The government has reminded the North Kalimantan administration to create a market capable of absorbing the massive long-term energy potential of the province in the wake of a plan to transform the province into Indonesia’s newest industrial zone.
North Kalimantan is considered to have significant energy potential. It has at least nine oil and gas fields, including the Ambalat block, which has oil and gas reserves amounting to 764 million barrels and 1.4 trillion cubic feet, respectively. It also has hydroelectricity potential, which is estimated to be around 33,000 megawatts (MW).

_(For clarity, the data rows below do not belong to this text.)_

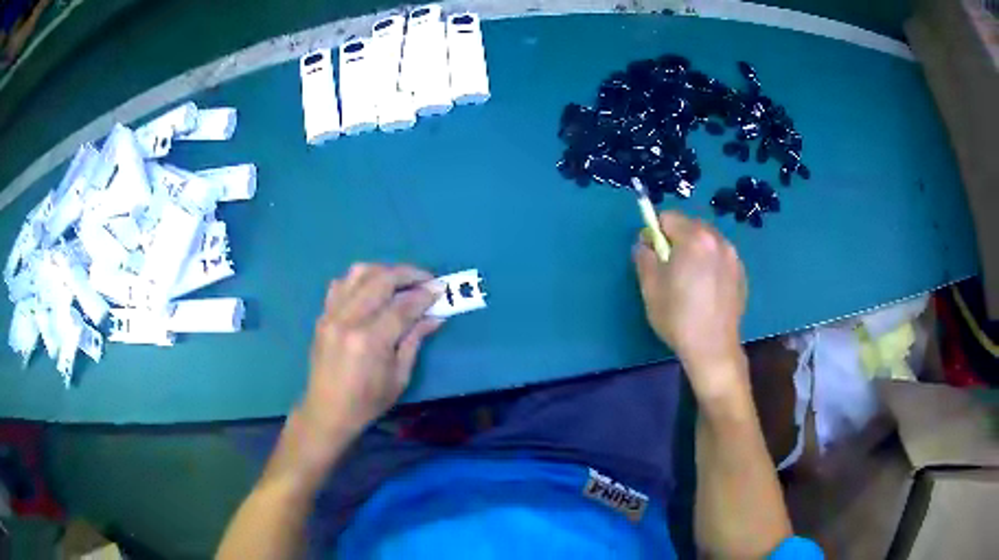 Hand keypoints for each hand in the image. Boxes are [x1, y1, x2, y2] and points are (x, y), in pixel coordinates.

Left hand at [301, 264, 443, 450]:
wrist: (327, 411)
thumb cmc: (368, 402)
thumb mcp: (399, 377)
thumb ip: (415, 340)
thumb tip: (435, 315)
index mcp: (370, 341)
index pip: (402, 306)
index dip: (424, 295)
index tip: (440, 290)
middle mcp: (348, 320)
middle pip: (381, 279)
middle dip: (408, 274)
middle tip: (426, 279)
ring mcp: (331, 315)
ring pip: (359, 273)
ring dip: (384, 271)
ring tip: (401, 281)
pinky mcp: (323, 315)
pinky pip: (341, 283)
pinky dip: (360, 279)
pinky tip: (372, 289)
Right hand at [634, 212, 747, 400]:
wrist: (713, 348)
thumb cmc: (678, 316)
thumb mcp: (650, 287)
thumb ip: (644, 256)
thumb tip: (645, 243)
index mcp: (694, 238)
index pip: (668, 217)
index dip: (655, 232)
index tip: (653, 254)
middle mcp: (717, 240)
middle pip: (690, 225)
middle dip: (677, 239)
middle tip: (670, 267)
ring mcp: (733, 257)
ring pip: (707, 241)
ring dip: (695, 250)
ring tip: (690, 279)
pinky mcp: (741, 273)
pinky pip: (720, 257)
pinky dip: (711, 263)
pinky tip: (706, 289) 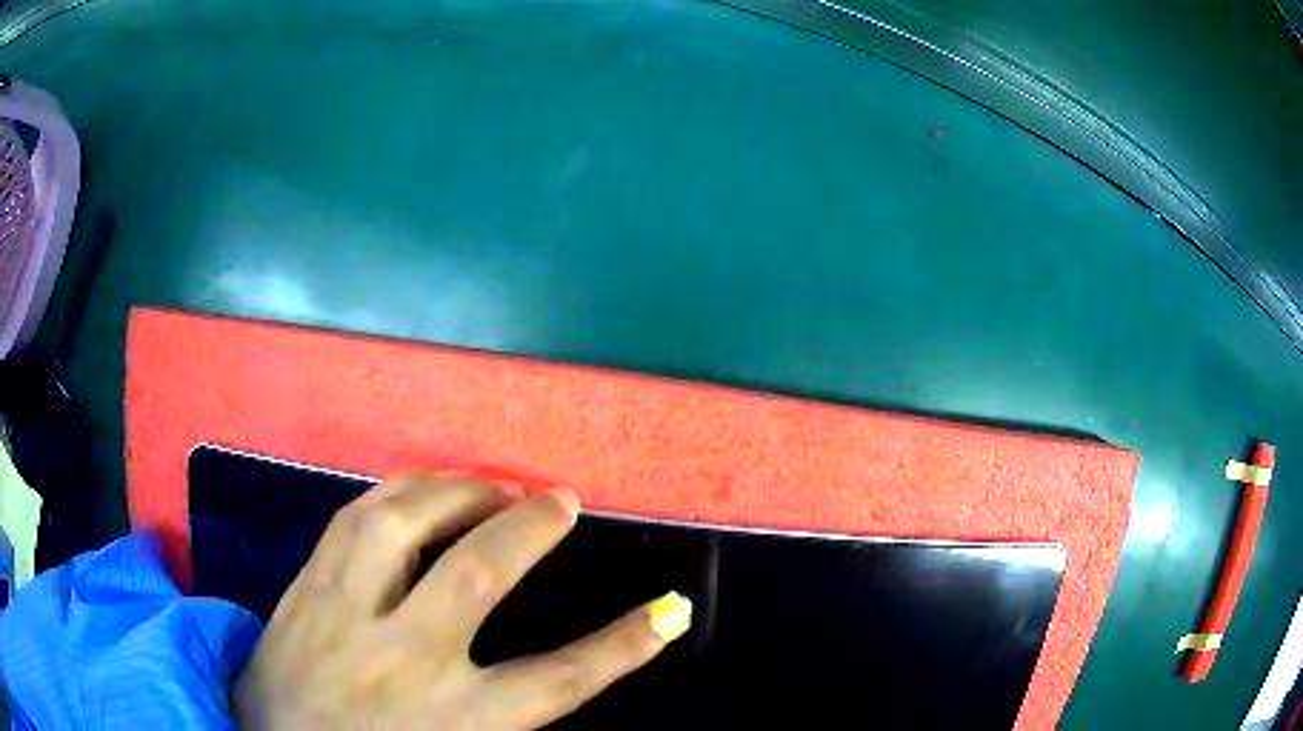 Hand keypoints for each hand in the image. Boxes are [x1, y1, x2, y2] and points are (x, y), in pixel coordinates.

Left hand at [233, 476, 690, 729]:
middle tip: (561, 501)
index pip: (557, 682)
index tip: (669, 611)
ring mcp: (343, 612)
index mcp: (449, 721)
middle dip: (529, 530)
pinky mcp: (305, 584)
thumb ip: (495, 719)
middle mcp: (400, 659)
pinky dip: (399, 491)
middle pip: (477, 575)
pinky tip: (422, 487)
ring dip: (460, 492)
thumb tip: (551, 684)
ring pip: (402, 525)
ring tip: (495, 483)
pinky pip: (353, 517)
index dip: (622, 647) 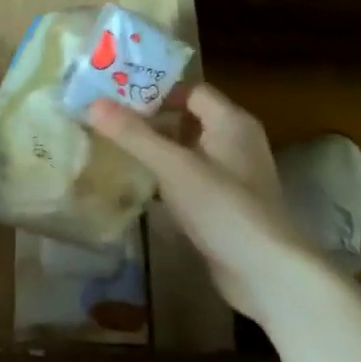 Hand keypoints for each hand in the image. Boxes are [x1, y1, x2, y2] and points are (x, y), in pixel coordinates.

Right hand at [87, 84, 327, 323]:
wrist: (268, 274)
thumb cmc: (224, 209)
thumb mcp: (173, 167)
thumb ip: (133, 134)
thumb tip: (92, 104)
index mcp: (231, 122)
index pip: (189, 89)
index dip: (154, 88)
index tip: (115, 93)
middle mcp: (236, 141)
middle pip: (187, 116)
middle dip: (148, 116)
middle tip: (106, 117)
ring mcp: (232, 174)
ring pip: (187, 147)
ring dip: (155, 145)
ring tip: (113, 143)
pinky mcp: (225, 203)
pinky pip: (189, 175)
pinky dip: (165, 173)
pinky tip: (138, 180) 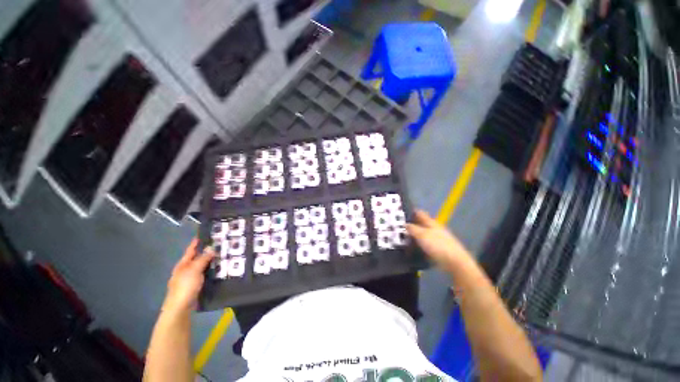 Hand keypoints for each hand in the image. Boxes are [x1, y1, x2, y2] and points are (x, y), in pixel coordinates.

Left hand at [163, 239, 214, 314]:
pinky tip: (219, 269)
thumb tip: (211, 248)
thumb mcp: (194, 270)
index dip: (197, 242)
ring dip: (211, 261)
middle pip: (197, 257)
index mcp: (183, 264)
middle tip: (220, 244)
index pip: (191, 250)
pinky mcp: (196, 285)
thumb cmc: (185, 287)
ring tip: (223, 255)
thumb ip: (203, 259)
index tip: (205, 234)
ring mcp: (191, 278)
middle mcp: (186, 270)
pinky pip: (206, 274)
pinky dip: (212, 270)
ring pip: (203, 266)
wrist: (180, 308)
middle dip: (207, 251)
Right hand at [406, 210, 471, 271]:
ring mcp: (438, 239)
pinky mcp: (438, 249)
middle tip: (401, 227)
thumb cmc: (437, 245)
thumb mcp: (421, 235)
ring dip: (415, 236)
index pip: (420, 214)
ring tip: (404, 238)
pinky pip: (425, 244)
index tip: (402, 212)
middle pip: (422, 224)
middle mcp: (435, 229)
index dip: (412, 211)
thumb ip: (412, 229)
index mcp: (431, 223)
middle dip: (412, 224)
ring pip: (423, 234)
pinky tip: (413, 248)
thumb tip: (405, 224)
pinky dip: (419, 245)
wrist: (454, 262)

“The province has great energy potential and is located in a strategic position, allowing it to export its goods to China and Japan, for instance,” Edwin Hidayat Abdullah, the State-Owned Enterprises Ministry’s deputy of energy, logistics, estates and tourism business, said on Wednesday.
“However, it’s impossible to develop a 9,000 MW power plant at Kayan River with an investment value of around US$27 billion without the presence of the market itself. Besides [state electricity firm] PLN, who’s going to be the off-taker of the electricity produced at that power plant?”
The North Kalimantan administration claims there are several investors that have committed to developing hydro power plants in the province, including PT Hannergi Power Indonesia and PT Kalimantan Electric City at Mentarang River with a capacity of 500 MW and 7,600 MW, respectively, and PT Kayan Hidro Energi at Kayan River with a capacity of 9,000 MW.